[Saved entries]
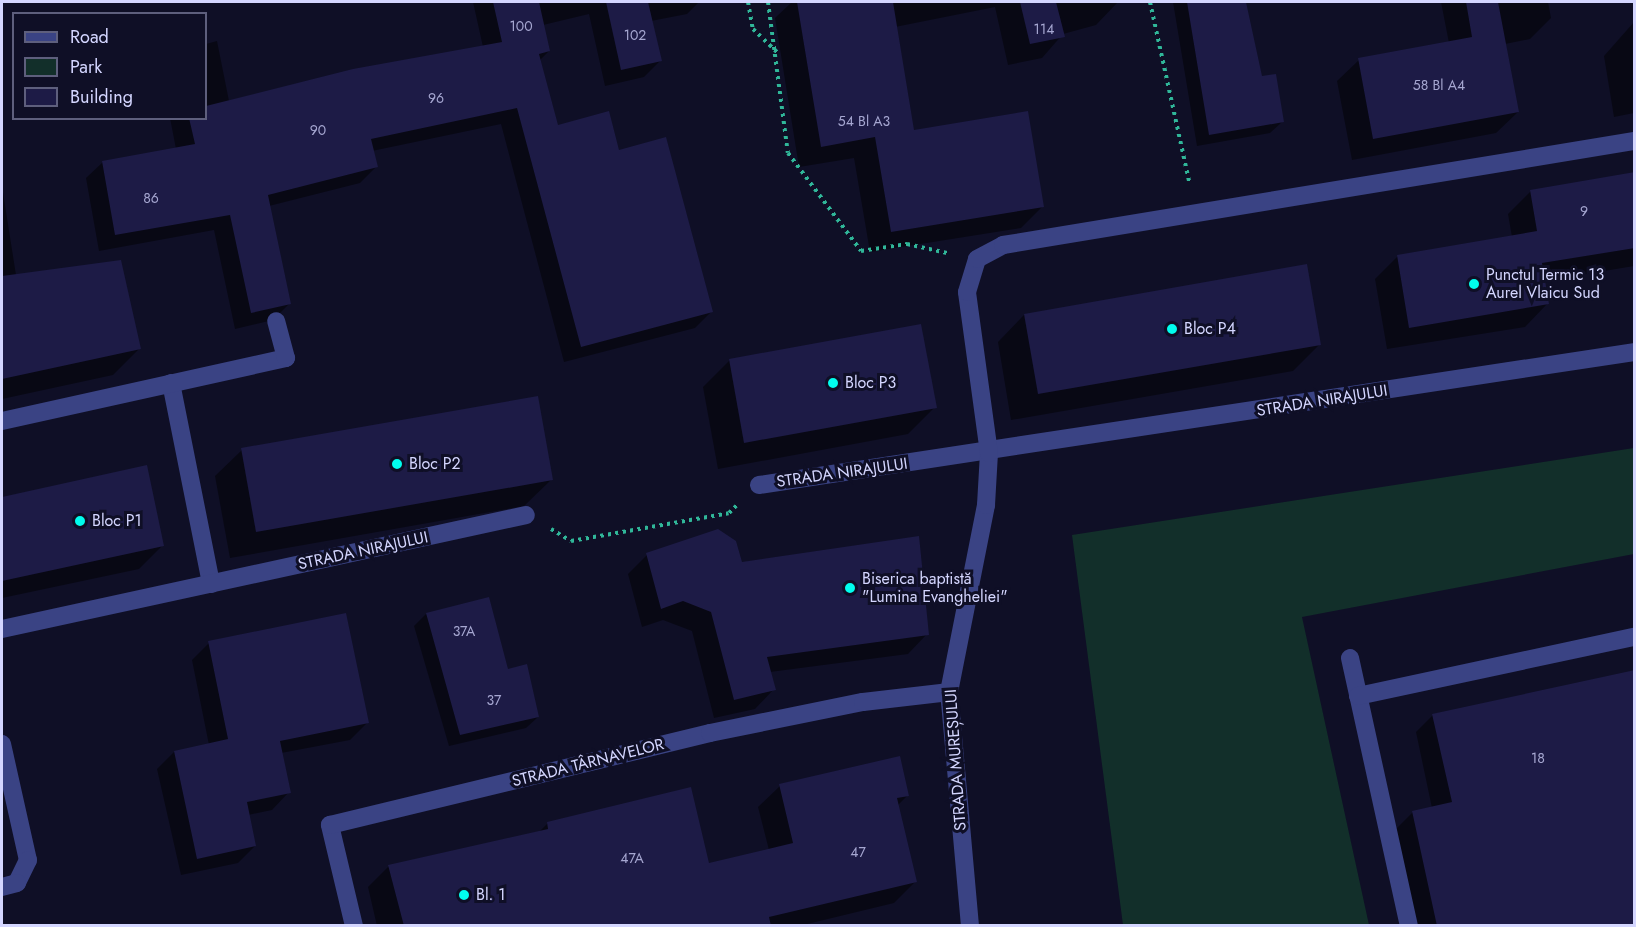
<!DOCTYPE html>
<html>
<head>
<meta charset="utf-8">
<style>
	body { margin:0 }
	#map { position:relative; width:1636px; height:927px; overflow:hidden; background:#0f0f26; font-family:Jost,sans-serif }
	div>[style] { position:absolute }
	.green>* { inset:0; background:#122f2a }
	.shadow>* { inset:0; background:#0007 }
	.building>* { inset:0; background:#1d1b46 }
	.path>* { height:4px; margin-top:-2px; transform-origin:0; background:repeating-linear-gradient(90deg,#30b799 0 3px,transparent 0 7.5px) }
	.minor>* { height:18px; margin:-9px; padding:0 9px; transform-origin:9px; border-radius:9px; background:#3a4384 }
	.dots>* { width:16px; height:16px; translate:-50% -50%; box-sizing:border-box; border:3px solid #0f0f26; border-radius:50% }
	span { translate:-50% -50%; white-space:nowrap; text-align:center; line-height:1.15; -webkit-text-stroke:6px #0f0f26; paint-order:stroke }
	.number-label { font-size:14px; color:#a6a7d1 }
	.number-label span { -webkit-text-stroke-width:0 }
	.poi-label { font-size:16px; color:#d4d6ff }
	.left { translate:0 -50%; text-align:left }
	.street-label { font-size:16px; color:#d4d6ff }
	.frame { position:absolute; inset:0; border:3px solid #d4d6ff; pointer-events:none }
	.legend { position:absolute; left:12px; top:12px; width:195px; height:108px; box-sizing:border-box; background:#0f0f26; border:2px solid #5e5f7d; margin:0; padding:8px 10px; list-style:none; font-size:18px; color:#d4d6ff }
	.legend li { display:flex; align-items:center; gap:12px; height:30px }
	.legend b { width:30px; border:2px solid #5e5f7d }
</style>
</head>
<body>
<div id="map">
	<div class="green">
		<i style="clip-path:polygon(1634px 448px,1634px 554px,1302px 617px,1369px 925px,1123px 925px,1072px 535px)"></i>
	</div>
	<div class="shadow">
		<i style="clip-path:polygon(473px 2px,699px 2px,687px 14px,651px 21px,661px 60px,644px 77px,605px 86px,589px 14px,543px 25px,549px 51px,539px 61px,557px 127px,618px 152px,711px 312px,695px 328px,564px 362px,501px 124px,372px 151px,376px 167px,360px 183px,269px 206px,289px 304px,273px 320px,235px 329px,214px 230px,99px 251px,86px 178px,103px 162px,176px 149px,170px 118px,206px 118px,206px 44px,217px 41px,229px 101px,483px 47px)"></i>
		<i style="clip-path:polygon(792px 2px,1117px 2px,1117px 3px,1096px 25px,1063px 34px,1042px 58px,1008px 65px,995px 7px,895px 27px,913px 132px,1042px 207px,1021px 228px,870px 252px,854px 158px,799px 167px,775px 18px)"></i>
		<i style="clip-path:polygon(1173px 2px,1245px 2px,1261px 78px,1282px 122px,1270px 133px,1197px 146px)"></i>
		<i style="clip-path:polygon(1441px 2px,1548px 2px,1551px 18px,1530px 39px,1505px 44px,1518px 112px,1496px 133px,1352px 160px,1337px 81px,1359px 60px,1449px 43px)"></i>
		<i style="clip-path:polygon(1634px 22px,1634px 113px,1614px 117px,1604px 56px)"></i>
		<i style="clip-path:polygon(1634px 174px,1634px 266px,1544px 281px,1547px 304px,1525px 327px,1387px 349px,1375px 279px,1397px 257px,1512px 237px,1508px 214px,1531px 191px)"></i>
		<i style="clip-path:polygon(2px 186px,16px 275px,139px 349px,113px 375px,2px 399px)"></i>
		<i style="clip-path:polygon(1024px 315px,1320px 344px,1293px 371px,1011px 420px,998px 342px)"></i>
		<i style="clip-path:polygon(730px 360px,935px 407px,908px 434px,718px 469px,703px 387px)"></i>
		<i style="clip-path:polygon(242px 450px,551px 480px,524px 506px,230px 558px,215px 476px)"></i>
		<i style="clip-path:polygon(145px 467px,162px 546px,139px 569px,2px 598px,2px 498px)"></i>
		<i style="clip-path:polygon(647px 555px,740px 564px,927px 634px,908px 654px,770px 672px,774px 689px,755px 709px,714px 718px,692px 631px,663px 620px,642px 627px,628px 574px)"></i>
		<i style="clip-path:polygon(426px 614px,506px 671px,538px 717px,526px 728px,449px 746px,414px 626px)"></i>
		<i style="clip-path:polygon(209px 643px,367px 723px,350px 740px,281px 753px,289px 792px,272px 810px,248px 815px,255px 846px,238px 863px,181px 875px,157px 769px,174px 752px,209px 745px,192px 660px)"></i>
		<i style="clip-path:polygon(1433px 715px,1634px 926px,1417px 926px,1396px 829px,1413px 812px,1432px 808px,1416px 732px)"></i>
		<i style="clip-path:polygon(780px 786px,908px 795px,897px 806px,915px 882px,894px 903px,799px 926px,377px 926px,368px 887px,389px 866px,538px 833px,547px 824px,708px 865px,769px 850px,758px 807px)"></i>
	</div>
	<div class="building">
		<i style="clip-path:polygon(493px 2px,539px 2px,550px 51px,539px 54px,558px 125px,609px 111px,619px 150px,666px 137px,713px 312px,581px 347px,517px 108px,371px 139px,378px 167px,268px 195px,291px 304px,251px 313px,230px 215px,115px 235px,102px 161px,195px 144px,189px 118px,206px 118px,206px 106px,353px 69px,502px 42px)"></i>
		<i style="clip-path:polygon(606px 2px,648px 2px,662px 61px,621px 70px)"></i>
		<i style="clip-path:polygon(797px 2px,893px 2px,914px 130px,1028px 111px,1044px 207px,891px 232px,875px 137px,821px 147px)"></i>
		<i style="clip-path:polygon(1020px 2px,1056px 2px,1065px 37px,1030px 44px)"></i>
		<i style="clip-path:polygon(1187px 2px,1246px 2px,1262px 76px,1276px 74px,1284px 122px,1209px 135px)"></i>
		<i style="clip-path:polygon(1466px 2px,1498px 2px,1519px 112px,1373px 139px,1358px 58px,1472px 37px)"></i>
		<i style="clip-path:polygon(1635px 172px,1635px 248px,1542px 263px,1549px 304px,1409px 328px,1397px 255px,1537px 231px,1530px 190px)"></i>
		<i style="clip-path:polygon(121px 260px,141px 349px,2px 379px,2px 276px)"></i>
		<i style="clip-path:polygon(1307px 264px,1321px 345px,1038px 394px,1024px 314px)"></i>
		<i style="clip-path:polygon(921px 324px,937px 408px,744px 443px,729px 359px)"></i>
		<i style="clip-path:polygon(538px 396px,553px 480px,256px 532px,241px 448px)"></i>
		<i style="clip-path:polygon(147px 465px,164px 546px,2px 581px,2px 497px)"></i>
		<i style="clip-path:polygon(718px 529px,736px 541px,742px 562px,919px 536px,929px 635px,767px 657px,776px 690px,734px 700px,711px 612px,683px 601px,661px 609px,646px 553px)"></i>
		<i style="clip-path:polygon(489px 597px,508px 669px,527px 664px,539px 717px,460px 735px,426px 613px)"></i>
		<i style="clip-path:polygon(346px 613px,369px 723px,280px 741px,291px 793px,247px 802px,256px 846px,197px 859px,174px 751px,228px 739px,208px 641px)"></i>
		<i style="clip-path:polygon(1635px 670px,1635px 926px,1437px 926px,1412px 811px,1452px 802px,1432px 714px)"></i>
		<i style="clip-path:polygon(900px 756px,909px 796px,897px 798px,917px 882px,769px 917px,771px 926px,404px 926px,388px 865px,548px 829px,547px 822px,691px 787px,709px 863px,793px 843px,779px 784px)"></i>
	</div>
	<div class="path">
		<i style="left:748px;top:2px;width:27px;rotate:80deg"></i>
		<i style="left:753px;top:29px;width:35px;rotate:44deg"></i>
		<i style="left:768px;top:2px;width:152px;rotate:82.5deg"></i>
		<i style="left:788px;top:153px;width:122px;rotate:53.3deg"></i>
		<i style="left:861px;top:251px;width:47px;rotate:-8.7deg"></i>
		<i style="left:907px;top:244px;width:41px;rotate:12.7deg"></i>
		<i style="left:1150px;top:2px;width:187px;rotate:77.7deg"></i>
		<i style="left:551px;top:529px;width:23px;rotate:31deg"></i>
		<i style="left:571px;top:541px;width:160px;rotate:-10deg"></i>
		<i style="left:729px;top:513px;width:13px;rotate:-45deg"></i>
	</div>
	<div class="minor">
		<i style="left:171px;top:383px;width:205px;rotate:78.7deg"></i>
		<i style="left:2px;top:421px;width:291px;rotate:-12.5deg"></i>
		<i style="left:286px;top:358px;width:38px;rotate:-105deg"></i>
		<i style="left:759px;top:485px;width:885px;rotate:-8.64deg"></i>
		<i style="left:2px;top:629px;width:536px;rotate:-12.27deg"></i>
		<i style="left:1350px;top:658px;width:274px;rotate:77.6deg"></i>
		<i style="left:1358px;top:696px;width:282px;rotate:-12.1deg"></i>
		<i style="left:2px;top:744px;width:119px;rotate:77.4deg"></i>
		<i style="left:28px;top:860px;width:25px;rotate:116deg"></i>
		<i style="left:17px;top:883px;width:16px;rotate:165deg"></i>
		<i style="left:354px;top:926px;width:104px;rotate:-103.4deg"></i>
		<i style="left:330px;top:825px;width:391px;rotate:-13.6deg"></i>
		<i style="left:710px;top:733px;width:156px;rotate:-11.5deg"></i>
		<i style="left:863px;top:702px;width:87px;rotate:-6.6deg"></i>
		<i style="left:970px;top:926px;width:235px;rotate:-95.1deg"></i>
		<i style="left:949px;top:692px;width:191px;rotate:-78.8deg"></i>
		<i style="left:986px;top:505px;width:52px;rotate:-86.7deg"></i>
		<i style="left:989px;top:453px;width:162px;rotate:-97.8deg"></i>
		<i style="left:967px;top:292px;width:34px;rotate:-73deg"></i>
		<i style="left:977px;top:259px;width:30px;rotate:-28deg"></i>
		<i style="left:1003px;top:245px;width:640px;rotate:-9.36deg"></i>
	</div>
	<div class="dots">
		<i style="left:1474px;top:284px;background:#01fdee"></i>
		<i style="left:1172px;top:329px;background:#01fdee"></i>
		<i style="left:833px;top:383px;background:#01fdee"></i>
		<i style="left:397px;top:464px;background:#01fdee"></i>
		<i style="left:80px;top:521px;background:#01fdee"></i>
		<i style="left:850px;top:588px;background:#01fdee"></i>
		<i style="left:464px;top:895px;background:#01fdee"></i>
	</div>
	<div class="number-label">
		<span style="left:521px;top:26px">100</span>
		<span style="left:1044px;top:29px">114</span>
		<span style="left:635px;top:35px">102</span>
		<span style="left:1439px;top:85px">58 Bl A4</span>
		<span style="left:436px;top:98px">96</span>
		<span style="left:864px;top:121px">54 Bl A3</span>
		<span style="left:318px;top:130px">90</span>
		<span style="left:151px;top:198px">86</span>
		<span style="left:1584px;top:211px">9</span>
		<span style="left:464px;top:631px">37A</span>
		<span style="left:494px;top:700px">37</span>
		<span style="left:1538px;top:758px">18</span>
		<span style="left:858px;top:852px">47</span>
		<span style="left:632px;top:858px">47A</span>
	</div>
	<div class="poi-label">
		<span class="left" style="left:1486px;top:284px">Punctul Termic 13<br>Aurel Vlaicu Sud</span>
		<span class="left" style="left:1184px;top:329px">Bloc P4</span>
		<span class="left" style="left:845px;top:383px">Bloc P3</span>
		<span class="left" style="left:409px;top:464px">Bloc P2</span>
		<span class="left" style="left:92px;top:521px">Bloc P1</span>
		<span class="left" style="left:862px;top:588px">Biserica baptistă<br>"Lumina Evangheliei"</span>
		<span class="left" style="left:476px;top:895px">Bl. 1</span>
	</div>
	<div class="street-label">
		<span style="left:1322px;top:401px;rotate:-9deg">STRADA NIRAJULUI</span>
		<span style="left:842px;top:473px;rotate:-8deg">STRADA NIRAJULUI</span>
		<span style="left:363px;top:551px;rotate:-12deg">STRADA NIRAJULUI</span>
		<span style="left:956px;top:760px;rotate:-94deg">STRADA MUREȘULUI</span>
		<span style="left:588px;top:763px;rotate:-14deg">STRADA TÂRNAVELOR</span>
	</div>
	<div class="frame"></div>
	<ul class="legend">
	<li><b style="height:8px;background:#3a4384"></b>Road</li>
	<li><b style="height:16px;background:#122f2a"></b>Park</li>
	<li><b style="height:16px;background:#1d1b46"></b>Building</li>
	</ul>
</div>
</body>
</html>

**TASK GOAL:**
Read the entries and select each line where the word "stroke" is found.

**SOLUTION TO THIS PROBLEM:**
	span { translate:-50% -50%; white-space:nowrap; text-align:center; line-height:1.15; -webkit-text-stroke:6px #0f0f26; paint-order:stroke }
	.number-label span { -webkit-text-stroke-width:0 }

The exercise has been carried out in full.